EXERCISE INSTRUCTIONS: Report each line of the entries below that includes "list".

DATASET EXCERPTS:
----------

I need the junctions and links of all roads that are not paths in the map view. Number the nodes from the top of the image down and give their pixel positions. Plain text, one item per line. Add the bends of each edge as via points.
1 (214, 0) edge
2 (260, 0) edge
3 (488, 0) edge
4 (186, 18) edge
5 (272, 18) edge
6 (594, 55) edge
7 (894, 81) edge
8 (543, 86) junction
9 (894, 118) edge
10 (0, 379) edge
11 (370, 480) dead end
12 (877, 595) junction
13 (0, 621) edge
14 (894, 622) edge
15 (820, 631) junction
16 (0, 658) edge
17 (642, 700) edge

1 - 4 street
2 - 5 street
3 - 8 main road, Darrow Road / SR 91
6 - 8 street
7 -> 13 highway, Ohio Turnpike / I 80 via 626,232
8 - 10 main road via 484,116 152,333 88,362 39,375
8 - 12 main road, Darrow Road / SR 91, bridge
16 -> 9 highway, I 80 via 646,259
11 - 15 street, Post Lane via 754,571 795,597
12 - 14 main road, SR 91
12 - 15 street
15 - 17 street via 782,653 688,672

----------

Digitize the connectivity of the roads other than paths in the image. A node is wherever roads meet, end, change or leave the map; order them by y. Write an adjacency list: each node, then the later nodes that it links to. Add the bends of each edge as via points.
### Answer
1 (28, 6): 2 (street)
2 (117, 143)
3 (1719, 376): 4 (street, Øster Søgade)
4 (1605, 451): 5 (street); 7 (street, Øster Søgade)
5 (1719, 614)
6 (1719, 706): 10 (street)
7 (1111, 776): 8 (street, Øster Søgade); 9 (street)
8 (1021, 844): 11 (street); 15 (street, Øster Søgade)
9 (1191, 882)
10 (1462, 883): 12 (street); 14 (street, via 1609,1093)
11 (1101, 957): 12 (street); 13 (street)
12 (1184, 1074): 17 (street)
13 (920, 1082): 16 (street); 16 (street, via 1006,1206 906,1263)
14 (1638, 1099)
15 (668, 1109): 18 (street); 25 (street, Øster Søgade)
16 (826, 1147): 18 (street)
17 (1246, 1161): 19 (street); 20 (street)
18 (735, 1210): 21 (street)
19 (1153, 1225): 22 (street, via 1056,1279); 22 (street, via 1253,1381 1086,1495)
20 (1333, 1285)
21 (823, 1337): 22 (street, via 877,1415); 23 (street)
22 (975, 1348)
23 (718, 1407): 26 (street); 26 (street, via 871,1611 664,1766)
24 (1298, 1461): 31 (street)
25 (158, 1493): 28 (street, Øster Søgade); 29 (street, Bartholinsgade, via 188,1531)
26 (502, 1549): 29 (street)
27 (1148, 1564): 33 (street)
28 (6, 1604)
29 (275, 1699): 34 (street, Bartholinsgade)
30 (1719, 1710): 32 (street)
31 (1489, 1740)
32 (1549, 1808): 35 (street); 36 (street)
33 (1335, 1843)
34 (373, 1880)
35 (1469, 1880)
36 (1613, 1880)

----------

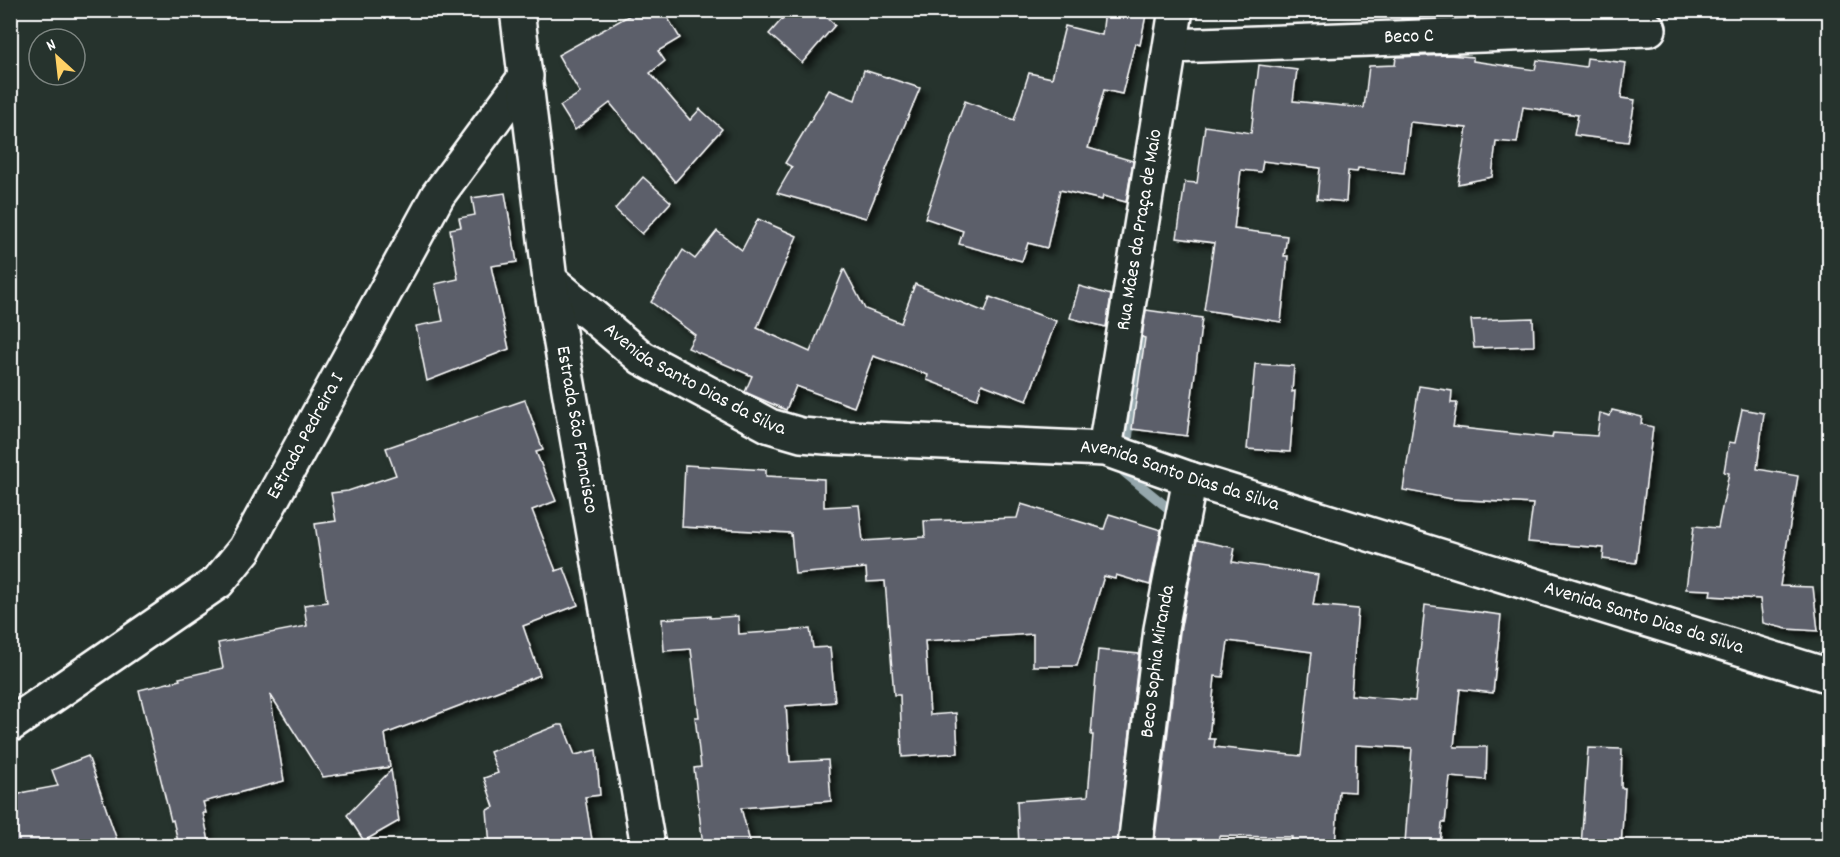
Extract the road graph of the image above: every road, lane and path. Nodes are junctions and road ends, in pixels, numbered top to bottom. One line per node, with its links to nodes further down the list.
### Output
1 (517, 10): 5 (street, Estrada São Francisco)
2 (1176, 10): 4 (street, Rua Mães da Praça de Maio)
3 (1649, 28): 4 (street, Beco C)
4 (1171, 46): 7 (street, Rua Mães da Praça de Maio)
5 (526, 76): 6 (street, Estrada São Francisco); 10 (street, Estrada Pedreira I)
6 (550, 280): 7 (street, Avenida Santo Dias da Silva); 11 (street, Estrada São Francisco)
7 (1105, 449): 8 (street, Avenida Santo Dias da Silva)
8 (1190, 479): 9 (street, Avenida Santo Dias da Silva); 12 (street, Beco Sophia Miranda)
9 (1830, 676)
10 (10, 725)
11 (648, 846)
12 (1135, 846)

----------

TASK ANSWER:
Digitize the connectivity of the roads other than paths in the image. A node is wherever roads meet, end, change or leave the map; order them by y. Write an adjacency list: each node, then the later nodes that it links to. Add the bends of each edge as via points.
Extract the road graph of the image above: every road, lane and path. Nodes are junctions and road ends, in pixels, numbered top to bottom. One line per node, with its links to nodes further down the list.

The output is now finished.